## Your instructions
Scan the material that follows. Copy every line containing the word "Fioretta".
++++ Given information ++++
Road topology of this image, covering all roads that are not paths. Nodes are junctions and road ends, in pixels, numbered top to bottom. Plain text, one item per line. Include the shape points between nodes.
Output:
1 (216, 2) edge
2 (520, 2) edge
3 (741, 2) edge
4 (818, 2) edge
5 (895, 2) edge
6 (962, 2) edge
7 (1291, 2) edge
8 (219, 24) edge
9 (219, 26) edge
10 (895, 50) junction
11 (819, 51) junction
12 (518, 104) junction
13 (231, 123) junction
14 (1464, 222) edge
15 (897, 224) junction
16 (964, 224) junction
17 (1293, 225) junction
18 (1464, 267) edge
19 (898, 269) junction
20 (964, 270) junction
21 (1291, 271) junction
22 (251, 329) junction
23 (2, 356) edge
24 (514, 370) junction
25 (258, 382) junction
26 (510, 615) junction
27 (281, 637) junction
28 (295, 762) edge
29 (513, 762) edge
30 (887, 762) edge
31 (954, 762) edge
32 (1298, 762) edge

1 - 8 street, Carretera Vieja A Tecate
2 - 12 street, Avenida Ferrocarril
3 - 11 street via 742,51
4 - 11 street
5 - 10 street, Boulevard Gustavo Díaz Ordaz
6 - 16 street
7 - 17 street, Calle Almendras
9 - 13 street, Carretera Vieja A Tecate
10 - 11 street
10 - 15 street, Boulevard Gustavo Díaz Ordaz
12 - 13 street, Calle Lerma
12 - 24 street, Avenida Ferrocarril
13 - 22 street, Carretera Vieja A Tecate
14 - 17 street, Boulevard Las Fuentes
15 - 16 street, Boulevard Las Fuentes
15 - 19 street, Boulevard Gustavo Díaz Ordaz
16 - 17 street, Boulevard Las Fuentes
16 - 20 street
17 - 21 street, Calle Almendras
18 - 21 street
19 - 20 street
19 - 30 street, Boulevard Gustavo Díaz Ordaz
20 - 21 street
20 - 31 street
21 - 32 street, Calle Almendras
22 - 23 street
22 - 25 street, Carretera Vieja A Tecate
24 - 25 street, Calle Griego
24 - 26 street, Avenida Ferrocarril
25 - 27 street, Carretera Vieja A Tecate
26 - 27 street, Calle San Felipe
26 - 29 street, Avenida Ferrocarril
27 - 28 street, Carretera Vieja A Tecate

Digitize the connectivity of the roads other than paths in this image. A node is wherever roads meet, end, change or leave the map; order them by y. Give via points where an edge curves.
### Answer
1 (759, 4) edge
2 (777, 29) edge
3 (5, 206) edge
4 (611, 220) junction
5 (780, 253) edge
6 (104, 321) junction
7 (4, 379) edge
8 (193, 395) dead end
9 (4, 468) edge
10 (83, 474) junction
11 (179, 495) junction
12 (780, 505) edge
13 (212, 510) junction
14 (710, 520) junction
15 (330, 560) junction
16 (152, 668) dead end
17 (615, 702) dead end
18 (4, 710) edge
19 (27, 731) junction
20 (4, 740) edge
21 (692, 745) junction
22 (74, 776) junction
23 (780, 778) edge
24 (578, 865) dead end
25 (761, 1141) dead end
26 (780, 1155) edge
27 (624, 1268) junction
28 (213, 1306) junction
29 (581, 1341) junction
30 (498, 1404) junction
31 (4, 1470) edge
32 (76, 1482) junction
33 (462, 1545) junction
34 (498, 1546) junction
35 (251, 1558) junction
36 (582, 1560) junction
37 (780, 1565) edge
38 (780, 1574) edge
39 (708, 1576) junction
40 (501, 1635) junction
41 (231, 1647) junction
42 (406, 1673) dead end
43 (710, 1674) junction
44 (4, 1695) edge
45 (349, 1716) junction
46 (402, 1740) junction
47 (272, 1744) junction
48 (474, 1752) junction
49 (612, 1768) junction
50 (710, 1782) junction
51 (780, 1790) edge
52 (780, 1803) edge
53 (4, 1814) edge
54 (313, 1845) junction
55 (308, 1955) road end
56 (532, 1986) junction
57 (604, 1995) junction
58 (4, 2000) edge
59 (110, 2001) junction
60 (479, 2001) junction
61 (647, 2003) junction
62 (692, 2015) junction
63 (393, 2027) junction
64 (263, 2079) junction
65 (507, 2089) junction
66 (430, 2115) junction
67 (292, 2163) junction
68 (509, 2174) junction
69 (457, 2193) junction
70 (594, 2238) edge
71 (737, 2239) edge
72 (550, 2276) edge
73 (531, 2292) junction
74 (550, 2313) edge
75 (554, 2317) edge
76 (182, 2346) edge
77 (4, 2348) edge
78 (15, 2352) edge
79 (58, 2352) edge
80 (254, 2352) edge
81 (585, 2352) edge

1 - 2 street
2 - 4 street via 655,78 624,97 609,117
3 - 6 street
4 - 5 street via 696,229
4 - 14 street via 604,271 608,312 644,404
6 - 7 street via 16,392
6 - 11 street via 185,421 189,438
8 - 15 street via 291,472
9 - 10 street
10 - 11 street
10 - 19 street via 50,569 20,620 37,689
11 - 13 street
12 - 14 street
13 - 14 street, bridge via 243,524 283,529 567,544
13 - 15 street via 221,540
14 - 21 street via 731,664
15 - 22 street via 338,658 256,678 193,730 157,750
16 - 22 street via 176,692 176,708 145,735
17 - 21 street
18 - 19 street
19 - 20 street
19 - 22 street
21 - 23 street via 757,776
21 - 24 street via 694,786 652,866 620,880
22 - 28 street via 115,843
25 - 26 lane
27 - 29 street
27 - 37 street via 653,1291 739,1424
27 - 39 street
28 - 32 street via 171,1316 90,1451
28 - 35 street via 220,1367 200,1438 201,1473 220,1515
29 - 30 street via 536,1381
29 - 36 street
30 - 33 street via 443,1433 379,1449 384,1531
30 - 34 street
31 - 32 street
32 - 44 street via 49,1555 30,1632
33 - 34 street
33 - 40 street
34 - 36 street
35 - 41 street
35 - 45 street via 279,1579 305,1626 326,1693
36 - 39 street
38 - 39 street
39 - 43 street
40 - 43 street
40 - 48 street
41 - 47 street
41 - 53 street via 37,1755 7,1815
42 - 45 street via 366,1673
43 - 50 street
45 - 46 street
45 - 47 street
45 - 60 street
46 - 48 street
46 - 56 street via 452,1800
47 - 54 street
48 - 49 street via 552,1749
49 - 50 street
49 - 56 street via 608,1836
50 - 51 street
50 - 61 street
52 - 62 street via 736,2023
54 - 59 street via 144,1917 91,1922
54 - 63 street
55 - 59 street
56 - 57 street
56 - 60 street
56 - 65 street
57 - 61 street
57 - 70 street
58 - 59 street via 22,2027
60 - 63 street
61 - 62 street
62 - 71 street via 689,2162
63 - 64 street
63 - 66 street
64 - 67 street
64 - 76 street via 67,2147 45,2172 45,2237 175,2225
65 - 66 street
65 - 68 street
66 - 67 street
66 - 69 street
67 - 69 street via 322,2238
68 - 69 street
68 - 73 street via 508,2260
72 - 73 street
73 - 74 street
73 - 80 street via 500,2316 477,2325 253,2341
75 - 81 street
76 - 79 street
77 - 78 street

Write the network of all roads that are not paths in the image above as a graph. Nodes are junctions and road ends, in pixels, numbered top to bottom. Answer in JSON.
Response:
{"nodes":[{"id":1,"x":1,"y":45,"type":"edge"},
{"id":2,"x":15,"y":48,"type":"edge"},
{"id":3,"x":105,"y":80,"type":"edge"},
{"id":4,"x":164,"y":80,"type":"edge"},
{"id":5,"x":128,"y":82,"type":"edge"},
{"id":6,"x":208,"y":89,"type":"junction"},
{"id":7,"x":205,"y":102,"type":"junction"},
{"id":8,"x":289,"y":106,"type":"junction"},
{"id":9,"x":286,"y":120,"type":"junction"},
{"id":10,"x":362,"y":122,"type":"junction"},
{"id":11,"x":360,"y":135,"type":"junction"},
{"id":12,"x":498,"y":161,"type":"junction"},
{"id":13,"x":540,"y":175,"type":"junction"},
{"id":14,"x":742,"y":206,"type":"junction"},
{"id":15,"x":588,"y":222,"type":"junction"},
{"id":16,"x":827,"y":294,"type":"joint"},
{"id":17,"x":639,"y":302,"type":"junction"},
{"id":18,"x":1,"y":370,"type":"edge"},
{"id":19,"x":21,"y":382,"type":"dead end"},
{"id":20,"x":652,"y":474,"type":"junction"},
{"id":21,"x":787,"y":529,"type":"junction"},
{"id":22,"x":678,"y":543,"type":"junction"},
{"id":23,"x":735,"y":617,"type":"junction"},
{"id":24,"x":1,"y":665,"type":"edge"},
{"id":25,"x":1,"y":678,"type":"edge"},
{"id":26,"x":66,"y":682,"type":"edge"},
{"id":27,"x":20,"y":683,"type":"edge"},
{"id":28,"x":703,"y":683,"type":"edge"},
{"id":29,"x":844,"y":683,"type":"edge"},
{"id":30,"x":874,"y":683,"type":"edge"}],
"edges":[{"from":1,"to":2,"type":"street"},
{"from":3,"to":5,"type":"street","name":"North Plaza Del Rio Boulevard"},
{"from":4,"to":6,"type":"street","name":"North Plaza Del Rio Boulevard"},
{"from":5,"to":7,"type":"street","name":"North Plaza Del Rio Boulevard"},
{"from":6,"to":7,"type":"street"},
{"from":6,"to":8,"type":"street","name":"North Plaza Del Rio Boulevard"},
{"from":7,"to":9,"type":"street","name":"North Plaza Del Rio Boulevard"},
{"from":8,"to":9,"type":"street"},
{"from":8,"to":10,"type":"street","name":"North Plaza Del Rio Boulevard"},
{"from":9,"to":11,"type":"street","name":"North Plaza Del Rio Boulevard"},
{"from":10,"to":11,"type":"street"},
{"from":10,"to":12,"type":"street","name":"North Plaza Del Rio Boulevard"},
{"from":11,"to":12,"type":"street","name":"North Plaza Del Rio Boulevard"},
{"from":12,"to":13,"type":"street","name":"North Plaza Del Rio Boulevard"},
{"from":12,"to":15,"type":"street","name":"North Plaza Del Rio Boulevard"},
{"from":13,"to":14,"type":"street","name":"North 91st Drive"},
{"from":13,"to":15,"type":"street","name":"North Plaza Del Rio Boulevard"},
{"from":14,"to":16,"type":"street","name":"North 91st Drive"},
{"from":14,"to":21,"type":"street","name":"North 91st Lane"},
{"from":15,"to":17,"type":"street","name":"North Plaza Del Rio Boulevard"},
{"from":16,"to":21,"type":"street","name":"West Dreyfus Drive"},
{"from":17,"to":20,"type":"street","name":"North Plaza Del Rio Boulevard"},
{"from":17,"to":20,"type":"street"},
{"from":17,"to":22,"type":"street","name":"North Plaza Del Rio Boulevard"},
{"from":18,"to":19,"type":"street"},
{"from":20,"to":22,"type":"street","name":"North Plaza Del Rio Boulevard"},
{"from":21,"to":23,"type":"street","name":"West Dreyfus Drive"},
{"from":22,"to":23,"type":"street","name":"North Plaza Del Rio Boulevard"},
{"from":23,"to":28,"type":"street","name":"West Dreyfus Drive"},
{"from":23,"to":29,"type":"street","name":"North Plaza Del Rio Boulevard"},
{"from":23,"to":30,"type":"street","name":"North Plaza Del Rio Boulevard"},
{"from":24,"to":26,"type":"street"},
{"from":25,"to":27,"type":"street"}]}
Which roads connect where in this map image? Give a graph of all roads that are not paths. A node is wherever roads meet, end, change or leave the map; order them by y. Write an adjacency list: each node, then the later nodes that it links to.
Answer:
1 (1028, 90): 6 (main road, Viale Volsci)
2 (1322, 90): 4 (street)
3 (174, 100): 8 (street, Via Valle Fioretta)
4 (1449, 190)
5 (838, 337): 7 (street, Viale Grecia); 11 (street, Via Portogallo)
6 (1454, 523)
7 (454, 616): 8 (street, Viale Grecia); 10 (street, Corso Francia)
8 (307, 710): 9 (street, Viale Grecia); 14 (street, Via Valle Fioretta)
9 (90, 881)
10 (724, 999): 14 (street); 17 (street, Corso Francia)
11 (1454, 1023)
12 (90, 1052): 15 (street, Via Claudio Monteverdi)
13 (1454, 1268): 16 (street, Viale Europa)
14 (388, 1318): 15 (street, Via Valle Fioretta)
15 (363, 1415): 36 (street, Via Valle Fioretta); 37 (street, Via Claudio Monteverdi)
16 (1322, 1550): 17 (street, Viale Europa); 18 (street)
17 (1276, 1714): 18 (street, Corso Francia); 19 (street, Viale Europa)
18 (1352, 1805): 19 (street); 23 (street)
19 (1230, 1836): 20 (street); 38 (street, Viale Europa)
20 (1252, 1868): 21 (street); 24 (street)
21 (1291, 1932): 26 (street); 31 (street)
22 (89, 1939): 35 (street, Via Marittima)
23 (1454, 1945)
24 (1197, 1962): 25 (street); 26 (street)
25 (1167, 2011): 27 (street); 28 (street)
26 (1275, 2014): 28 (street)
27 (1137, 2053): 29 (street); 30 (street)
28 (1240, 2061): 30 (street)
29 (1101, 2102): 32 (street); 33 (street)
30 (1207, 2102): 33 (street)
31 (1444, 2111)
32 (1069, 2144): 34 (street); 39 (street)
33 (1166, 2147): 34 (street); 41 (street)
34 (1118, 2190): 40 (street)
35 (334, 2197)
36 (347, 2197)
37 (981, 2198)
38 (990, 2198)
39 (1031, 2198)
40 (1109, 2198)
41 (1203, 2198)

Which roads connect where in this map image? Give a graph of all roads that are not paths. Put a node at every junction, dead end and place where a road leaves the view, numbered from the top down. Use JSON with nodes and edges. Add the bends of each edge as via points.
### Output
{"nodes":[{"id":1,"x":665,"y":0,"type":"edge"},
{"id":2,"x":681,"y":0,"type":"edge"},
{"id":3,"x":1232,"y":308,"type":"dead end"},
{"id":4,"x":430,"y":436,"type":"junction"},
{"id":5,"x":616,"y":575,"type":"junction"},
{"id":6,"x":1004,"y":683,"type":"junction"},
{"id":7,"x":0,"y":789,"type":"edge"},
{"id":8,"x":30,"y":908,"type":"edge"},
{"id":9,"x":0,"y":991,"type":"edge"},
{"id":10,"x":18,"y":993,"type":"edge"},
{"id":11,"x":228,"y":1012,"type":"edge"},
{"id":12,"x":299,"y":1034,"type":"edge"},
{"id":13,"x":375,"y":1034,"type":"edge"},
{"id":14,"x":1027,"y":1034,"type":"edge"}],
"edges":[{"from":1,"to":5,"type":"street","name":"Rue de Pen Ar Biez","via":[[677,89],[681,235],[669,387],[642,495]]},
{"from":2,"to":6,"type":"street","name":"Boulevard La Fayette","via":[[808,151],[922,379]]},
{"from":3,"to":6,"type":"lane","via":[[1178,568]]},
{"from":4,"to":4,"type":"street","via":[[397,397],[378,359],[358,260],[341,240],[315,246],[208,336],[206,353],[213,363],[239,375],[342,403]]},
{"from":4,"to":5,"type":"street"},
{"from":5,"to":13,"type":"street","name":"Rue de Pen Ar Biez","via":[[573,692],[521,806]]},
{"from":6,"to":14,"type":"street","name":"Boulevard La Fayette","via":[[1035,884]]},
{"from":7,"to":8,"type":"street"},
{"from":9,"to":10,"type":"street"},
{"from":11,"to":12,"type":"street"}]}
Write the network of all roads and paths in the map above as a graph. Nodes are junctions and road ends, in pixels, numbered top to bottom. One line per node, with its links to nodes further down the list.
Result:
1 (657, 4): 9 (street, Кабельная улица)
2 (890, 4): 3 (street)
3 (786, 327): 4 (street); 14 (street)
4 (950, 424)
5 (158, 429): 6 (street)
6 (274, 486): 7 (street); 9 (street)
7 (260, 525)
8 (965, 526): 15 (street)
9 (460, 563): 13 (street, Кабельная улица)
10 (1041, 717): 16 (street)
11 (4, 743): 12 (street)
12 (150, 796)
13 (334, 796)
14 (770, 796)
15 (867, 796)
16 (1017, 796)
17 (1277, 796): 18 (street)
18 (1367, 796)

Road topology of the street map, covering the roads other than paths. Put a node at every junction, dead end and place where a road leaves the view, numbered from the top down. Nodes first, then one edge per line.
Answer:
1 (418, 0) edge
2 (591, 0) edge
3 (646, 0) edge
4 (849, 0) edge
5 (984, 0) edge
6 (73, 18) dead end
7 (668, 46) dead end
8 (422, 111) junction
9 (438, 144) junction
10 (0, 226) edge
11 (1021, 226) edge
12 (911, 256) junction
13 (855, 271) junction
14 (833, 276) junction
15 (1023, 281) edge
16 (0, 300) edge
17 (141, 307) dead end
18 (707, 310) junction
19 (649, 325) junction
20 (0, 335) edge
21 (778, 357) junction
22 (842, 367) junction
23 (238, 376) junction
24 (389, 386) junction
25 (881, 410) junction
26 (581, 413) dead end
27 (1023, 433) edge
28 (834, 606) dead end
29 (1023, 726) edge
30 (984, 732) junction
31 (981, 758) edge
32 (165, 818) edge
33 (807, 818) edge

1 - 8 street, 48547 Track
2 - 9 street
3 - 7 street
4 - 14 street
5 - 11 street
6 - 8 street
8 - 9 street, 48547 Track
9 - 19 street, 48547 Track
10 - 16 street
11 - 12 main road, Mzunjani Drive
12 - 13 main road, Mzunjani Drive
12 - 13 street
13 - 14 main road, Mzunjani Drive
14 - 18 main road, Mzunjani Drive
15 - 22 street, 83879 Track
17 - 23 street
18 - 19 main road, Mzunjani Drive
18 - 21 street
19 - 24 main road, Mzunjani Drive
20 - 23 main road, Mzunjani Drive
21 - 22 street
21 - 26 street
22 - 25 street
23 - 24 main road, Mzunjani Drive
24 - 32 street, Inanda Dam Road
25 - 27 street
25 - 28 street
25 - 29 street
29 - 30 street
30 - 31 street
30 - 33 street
++++
## Reply
3 (174, 100): 8 (street, Via Valle Fioretta)
8 (307, 710): 9 (street, Viale Grecia); 14 (street, Via Valle Fioretta)
14 (388, 1318): 15 (street, Via Valle Fioretta)
15 (363, 1415): 36 (street, Via Valle Fioretta); 37 (street, Via Claudio Monteverdi)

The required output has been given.